Rising Suicide Rates--What Can We Do??

Rising Suicide Rates--What Can We Do??
Dr. Allison Kimball Key Family Practitioner Bremen, GA

Dr. Allison Kimball Key M.D. is a top Family Practitioner in Bremen, . With a passion for the field and an unwavering commitment to their specialty, Dr. Allison Kimball Key M.D. is an expert in changing the lives of their patients for the better. Through their designated cause and expertise in the field, Dr. Allison Kimball... more

Shhh, If We Don't Talk About It, It Won't Happen, Right?! Wrong!

We are more connected than ever before. Social media and the internet helps us know, minute by minute, what our "friends" are up to, what President Trump is thinking about, that your high school English teacher had a retirement party, and that your college roommate just had her second baby.

But, we are lonelier than ever before.

Most of us have probably seen the latest statistic released by the CDC: Suicide rates have increased 30% across all demographics. That's a lot, y'all.  I also read that suicide rates more than doubled that of homicides in 2016.  
June is the month we celebrate our fathers, and I will pass another Father's Day, missing my daddy because he committed suicide. He suffered from depression for a long time before he decided to take his own life. Previous threats may have been "cries for help", but it didn't mean he didn't have plans to follow through with it. 

We can talk about testicular cancer and breast cancer, but people shy away from talking about depression and suicide. Did you know 1 in 6 Americans take some kind of antidepressant? That means a lot of people you know and love are on them. We have laws to protect patient's privacy and most people don't walk around advertising they are taking these medications. 

Why not? 

Because it is still a very taboo topic. After my daddy died, most people were so kind and compassionate. Many people didn't want to say anything at all, because it seemed awkward or uncomfortable, more so than with a "normal" death. And that's OK. I understand. But there were a few that said really terrible, awful things. Things that contribute to the stigma around depression and suicide.  Things like "too bad you won't get to see him in Heaven."  Really?  Because I thought Jesus died for all of our sins. And I am pretty sure the only unforgivable sin is blasphemy of the Holy Spirit. Read your Bible. It's in there...black and white.  

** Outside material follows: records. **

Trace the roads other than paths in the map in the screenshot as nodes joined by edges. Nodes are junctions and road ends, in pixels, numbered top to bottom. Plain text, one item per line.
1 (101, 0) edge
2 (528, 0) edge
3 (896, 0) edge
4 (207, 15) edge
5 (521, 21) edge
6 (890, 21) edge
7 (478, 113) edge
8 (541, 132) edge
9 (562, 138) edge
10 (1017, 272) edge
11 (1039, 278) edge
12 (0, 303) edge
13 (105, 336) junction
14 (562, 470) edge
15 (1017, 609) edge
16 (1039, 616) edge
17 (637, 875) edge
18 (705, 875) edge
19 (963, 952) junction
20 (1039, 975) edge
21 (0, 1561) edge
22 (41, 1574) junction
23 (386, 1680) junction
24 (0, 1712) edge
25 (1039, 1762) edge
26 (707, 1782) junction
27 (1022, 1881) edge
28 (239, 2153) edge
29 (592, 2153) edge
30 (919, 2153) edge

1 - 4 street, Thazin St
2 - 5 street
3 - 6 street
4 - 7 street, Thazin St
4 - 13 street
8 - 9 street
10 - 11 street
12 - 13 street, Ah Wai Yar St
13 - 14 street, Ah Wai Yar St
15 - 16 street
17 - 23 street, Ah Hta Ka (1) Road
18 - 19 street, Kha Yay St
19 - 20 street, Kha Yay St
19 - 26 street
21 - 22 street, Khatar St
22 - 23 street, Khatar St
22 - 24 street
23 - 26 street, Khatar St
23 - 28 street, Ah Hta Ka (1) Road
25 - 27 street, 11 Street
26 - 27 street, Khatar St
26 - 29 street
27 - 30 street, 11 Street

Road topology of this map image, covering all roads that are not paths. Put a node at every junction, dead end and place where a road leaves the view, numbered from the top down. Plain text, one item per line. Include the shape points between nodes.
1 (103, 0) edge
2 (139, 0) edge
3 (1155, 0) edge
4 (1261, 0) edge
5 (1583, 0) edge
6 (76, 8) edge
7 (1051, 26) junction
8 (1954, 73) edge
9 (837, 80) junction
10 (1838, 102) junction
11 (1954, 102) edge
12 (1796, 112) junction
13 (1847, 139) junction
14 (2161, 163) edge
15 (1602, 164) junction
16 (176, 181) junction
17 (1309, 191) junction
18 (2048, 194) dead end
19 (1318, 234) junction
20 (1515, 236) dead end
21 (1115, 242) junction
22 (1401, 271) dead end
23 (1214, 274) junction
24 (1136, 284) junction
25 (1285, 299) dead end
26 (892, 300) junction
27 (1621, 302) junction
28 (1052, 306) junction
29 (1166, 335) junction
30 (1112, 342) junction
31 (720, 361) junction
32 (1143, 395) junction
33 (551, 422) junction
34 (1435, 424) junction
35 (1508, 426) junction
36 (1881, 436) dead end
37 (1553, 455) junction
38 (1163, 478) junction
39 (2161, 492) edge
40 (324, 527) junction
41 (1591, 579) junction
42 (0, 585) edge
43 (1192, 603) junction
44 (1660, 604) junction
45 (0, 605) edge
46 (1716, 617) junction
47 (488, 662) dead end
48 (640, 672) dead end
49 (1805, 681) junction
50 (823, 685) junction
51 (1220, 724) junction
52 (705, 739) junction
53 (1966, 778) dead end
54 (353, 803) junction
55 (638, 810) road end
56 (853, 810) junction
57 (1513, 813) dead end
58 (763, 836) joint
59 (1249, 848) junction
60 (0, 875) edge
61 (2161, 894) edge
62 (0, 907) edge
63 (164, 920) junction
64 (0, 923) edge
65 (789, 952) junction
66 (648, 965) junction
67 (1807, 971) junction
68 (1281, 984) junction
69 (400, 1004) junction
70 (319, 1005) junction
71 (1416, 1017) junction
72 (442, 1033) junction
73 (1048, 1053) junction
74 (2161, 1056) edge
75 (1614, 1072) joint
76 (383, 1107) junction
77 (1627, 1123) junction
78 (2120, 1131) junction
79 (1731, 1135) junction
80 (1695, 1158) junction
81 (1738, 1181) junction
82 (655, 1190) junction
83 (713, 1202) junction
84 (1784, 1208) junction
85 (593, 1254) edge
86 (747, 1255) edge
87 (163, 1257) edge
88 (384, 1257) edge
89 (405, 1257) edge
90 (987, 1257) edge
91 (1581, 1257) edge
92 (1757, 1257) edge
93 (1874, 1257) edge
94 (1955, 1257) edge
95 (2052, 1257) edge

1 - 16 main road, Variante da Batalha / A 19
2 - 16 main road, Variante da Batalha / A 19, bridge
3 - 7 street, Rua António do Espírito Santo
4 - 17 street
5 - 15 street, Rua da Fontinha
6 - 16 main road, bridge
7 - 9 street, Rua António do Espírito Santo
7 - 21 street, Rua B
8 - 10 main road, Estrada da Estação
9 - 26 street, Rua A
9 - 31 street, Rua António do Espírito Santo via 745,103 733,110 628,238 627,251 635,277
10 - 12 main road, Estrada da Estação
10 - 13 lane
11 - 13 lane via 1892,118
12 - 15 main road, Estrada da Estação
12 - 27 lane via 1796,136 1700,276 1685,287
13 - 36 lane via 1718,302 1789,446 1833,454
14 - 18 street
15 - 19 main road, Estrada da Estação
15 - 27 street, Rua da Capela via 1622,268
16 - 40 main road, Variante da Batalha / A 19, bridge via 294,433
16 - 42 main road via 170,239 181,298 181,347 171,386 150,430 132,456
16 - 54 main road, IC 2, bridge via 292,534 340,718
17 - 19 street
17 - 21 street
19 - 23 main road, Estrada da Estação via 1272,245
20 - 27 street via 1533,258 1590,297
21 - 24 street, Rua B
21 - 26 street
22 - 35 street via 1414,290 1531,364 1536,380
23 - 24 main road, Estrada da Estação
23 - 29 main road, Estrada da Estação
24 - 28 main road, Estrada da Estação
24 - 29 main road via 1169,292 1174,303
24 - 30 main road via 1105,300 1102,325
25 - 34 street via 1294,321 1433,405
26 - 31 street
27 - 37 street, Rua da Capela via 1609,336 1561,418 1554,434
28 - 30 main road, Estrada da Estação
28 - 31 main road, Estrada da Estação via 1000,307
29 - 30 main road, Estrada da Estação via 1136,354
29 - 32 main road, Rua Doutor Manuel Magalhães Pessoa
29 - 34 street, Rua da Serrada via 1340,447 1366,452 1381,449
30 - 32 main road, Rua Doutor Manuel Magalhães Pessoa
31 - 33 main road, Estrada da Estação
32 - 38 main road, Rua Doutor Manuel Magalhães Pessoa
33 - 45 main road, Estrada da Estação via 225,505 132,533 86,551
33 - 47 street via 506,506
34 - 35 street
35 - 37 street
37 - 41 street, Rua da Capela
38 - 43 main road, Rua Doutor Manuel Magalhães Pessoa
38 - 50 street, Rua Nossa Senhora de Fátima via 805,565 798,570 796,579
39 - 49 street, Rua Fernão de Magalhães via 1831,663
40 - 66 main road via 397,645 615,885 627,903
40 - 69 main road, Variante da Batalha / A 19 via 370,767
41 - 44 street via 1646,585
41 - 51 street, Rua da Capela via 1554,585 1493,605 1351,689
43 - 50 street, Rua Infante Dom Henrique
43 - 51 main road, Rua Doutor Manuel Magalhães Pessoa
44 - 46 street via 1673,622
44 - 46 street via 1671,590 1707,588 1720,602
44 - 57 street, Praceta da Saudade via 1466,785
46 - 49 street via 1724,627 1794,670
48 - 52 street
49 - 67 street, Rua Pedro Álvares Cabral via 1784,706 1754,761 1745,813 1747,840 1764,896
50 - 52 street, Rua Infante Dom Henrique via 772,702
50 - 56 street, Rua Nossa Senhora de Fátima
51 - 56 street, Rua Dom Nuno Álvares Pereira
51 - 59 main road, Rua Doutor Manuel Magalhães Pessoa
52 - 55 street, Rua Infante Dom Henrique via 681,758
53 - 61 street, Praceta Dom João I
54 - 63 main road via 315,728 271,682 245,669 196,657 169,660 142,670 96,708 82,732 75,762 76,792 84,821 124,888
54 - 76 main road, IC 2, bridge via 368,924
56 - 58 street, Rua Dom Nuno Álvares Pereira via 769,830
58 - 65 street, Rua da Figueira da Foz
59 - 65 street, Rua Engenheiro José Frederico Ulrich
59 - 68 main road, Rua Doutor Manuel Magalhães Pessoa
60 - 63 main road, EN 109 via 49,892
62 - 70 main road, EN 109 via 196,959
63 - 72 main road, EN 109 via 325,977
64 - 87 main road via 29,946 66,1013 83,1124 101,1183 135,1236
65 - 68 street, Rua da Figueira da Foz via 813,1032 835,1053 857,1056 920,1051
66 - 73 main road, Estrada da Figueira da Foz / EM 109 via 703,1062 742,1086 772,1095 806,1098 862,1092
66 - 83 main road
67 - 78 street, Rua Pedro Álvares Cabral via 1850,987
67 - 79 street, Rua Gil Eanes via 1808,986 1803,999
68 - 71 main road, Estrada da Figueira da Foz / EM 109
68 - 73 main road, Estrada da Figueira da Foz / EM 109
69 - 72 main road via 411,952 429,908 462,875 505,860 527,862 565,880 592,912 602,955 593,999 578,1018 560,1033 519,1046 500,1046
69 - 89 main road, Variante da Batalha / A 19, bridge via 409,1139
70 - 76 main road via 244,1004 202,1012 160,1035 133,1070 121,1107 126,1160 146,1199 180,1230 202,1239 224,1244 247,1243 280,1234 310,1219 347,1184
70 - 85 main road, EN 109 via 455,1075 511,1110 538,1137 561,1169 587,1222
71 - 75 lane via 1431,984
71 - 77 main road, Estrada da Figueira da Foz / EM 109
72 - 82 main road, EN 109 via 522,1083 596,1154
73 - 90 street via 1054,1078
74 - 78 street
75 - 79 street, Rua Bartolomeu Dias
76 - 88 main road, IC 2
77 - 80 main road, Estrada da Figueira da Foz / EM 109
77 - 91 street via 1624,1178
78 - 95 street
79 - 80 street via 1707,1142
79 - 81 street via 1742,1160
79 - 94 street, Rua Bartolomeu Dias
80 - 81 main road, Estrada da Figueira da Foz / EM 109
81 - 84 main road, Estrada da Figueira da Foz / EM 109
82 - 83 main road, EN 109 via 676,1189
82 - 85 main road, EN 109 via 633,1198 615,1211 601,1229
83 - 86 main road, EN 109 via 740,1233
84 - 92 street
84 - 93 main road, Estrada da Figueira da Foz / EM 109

Depression is an illness. A true medical illness and not a choice. No one chooses to wake up feeling hopeless and helpless everyday. No one chooses to smile and hide the shame and guilt of being a Christian person who KNOWS what God did for them, but still longs to leave this world and enter the next where there is no despair, no loneliness. It is a chemical imbalance in the brain that has a multifactorial cause--some of it by our choices (alcohol is a depressant), some of it genetic, and some of it still unknown. Some of us are born into families predisposed to mental health disorders, and we fight that battle for years. (Just like many of us are born into families with heart disease or diabetes and have to fight that.)  

My God and my Jesus would not condemn their child to hell based on a decision that was made during the darkest days of a medical illness.  And none of us knows what happens in that split second between decision and death.  Forgiveness? Grace? Mercy?  I believe so.  

So, what can we do?  With these rising statistics, we have to do something. Remove the stigma. Make it OK to talk about it. Let's stop pretending it doesn't exist or it doesn't affect us or our families. Be open. We don't hesitate to put someone with cancer on our prayer list at church; let's make changes in our day to day lives that make it OK for someone to ask you to pray for them because they suffer with anxiety or depression. Be willing to share your struggles with others who may need to hear a story of help and hope. Let's make it safe for people to come out of the shadows and ask for help.  

And, lastly, let's all make a greater effort to put down our devices and really connect with the people around us. Open your heart and your mind and your home and your arms, and love those in your circle. You may not realize right now who is there that is suffering. Love one another as Christ has loved us--unconditionally, gracefully, and whole-heartedly.  

So, as Father's Day approaches, I will undoubtedly miss my daddy.  He was sweet, funny, generous, and loving. I could write for days about him and about this topic. But I would like to stop and thank God for the other men in my life--my step-father who loves me and mine like his own, my grandfathers who set such a Godly example, my precious husband who is always there, my brother, my brother-in-law, and my uncles, cousins, and friends who are like family.  

Most of all, I am thankful for a loving Heavenly Father, who makes beauty out of ashes. He, who can take the darkest times in our lives and make them something wonderful, can help you and me through any trial life brings. He is never far away if you need Him.

And neither are we at 3:16 Healthcare. We understand depression, because many of us have been there.